▶ **Problem requirements**: Set down the data below once more, precisely as it reads.

Stored data
= Beginning of Section =

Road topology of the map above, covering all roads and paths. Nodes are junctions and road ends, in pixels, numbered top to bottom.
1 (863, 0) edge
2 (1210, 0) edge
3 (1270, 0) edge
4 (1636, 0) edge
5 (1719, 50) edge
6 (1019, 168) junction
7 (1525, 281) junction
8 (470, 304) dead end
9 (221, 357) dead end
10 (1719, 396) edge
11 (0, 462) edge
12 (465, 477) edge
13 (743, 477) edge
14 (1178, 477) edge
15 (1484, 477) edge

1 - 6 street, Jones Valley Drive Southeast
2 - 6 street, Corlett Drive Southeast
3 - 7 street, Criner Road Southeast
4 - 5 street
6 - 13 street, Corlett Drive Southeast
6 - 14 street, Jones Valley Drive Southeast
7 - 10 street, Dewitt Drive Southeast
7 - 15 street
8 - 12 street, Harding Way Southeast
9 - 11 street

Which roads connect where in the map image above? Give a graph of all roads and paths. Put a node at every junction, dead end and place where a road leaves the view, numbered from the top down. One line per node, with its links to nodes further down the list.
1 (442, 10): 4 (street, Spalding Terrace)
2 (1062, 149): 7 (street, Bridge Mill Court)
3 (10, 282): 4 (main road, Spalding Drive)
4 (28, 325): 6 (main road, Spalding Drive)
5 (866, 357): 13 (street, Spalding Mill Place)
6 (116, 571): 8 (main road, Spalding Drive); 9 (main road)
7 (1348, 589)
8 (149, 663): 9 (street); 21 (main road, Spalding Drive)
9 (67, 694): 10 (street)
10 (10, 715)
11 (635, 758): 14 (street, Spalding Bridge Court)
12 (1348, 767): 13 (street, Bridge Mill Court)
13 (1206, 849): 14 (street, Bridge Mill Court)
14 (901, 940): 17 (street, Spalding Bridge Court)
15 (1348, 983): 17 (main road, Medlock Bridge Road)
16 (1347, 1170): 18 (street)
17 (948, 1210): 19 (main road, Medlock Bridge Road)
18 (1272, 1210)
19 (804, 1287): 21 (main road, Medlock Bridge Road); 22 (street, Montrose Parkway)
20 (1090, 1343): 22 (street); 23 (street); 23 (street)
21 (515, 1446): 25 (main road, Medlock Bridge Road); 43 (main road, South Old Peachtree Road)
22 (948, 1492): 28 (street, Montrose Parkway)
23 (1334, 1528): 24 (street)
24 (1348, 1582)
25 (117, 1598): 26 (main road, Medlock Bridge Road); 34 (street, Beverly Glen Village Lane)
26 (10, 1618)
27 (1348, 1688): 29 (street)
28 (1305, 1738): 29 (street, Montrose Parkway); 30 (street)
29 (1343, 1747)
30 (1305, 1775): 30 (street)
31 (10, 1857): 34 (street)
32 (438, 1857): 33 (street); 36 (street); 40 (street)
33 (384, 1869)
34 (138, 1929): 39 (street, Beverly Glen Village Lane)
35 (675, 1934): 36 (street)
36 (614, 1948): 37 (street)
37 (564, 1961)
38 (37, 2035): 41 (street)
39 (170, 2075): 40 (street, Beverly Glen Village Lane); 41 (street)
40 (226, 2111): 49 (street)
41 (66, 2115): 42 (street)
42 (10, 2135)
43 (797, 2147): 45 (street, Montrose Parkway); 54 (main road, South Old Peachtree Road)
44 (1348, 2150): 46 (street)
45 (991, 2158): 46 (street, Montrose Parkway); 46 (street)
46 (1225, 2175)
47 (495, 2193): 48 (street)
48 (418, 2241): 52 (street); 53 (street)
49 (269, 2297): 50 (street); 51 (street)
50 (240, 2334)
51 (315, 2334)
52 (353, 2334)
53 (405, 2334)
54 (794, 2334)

= End of Section =

▶ **Answer below**:
Road topology of the map above, covering all roads and paths. Nodes are junctions and road ends, in pixels, numbered top to bottom.
1 (863, 0) edge
2 (1210, 0) edge
3 (1270, 0) edge
4 (1636, 0) edge
5 (1719, 50) edge
6 (1019, 168) junction
7 (1525, 281) junction
8 (470, 304) dead end
9 (221, 357) dead end
10 (1719, 396) edge
11 (0, 462) edge
12 (465, 477) edge
13 (743, 477) edge
14 (1178, 477) edge
15 (1484, 477) edge

1 - 6 street, Jones Valley Drive Southeast
2 - 6 street, Corlett Drive Southeast
3 - 7 street, Criner Road Southeast
4 - 5 street
6 - 13 street, Corlett Drive Southeast
6 - 14 street, Jones Valley Drive Southeast
7 - 10 street, Dewitt Drive Southeast
7 - 15 street
8 - 12 street, Harding Way Southeast
9 - 11 street

Which roads connect where in the map image above? Give a graph of all roads and paths. Put a node at every junction, dead end and place where a road leaves the view, numbered from the top down. One line per node, with its links to nodes further down the list.
1 (442, 10): 4 (street, Spalding Terrace)
2 (1062, 149): 7 (street, Bridge Mill Court)
3 (10, 282): 4 (main road, Spalding Drive)
4 (28, 325): 6 (main road, Spalding Drive)
5 (866, 357): 13 (street, Spalding Mill Place)
6 (116, 571): 8 (main road, Spalding Drive); 9 (main road)
7 (1348, 589)
8 (149, 663): 9 (street); 21 (main road, Spalding Drive)
9 (67, 694): 10 (street)
10 (10, 715)
11 (635, 758): 14 (street, Spalding Bridge Court)
12 (1348, 767): 13 (street, Bridge Mill Court)
13 (1206, 849): 14 (street, Bridge Mill Court)
14 (901, 940): 17 (street, Spalding Bridge Court)
15 (1348, 983): 17 (main road, Medlock Bridge Road)
16 (1347, 1170): 18 (street)
17 (948, 1210): 19 (main road, Medlock Bridge Road)
18 (1272, 1210)
19 (804, 1287): 21 (main road, Medlock Bridge Road); 22 (street, Montrose Parkway)
20 (1090, 1343): 22 (street); 23 (street); 23 (street)
21 (515, 1446): 25 (main road, Medlock Bridge Road); 43 (main road, South Old Peachtree Road)
22 (948, 1492): 28 (street, Montrose Parkway)
23 (1334, 1528): 24 (street)
24 (1348, 1582)
25 (117, 1598): 26 (main road, Medlock Bridge Road); 34 (street, Beverly Glen Village Lane)
26 (10, 1618)
27 (1348, 1688): 29 (street)
28 (1305, 1738): 29 (street, Montrose Parkway); 30 (street)
29 (1343, 1747)
30 (1305, 1775): 30 (street)
31 (10, 1857): 34 (street)
32 (438, 1857): 33 (street); 36 (street); 40 (street)
33 (384, 1869)
34 (138, 1929): 39 (street, Beverly Glen Village Lane)
35 (675, 1934): 36 (street)
36 (614, 1948): 37 (street)
37 (564, 1961)
38 (37, 2035): 41 (street)
39 (170, 2075): 40 (street, Beverly Glen Village Lane); 41 (street)
40 (226, 2111): 49 (street)
41 (66, 2115): 42 (street)
42 (10, 2135)
43 (797, 2147): 45 (street, Montrose Parkway); 54 (main road, South Old Peachtree Road)
44 (1348, 2150): 46 (street)
45 (991, 2158): 46 (street, Montrose Parkway); 46 (street)
46 (1225, 2175)
47 (495, 2193): 48 (street)
48 (418, 2241): 52 (street); 53 (street)
49 (269, 2297): 50 (street); 51 (street)
50 (240, 2334)
51 (315, 2334)
52 (353, 2334)
53 (405, 2334)
54 (794, 2334)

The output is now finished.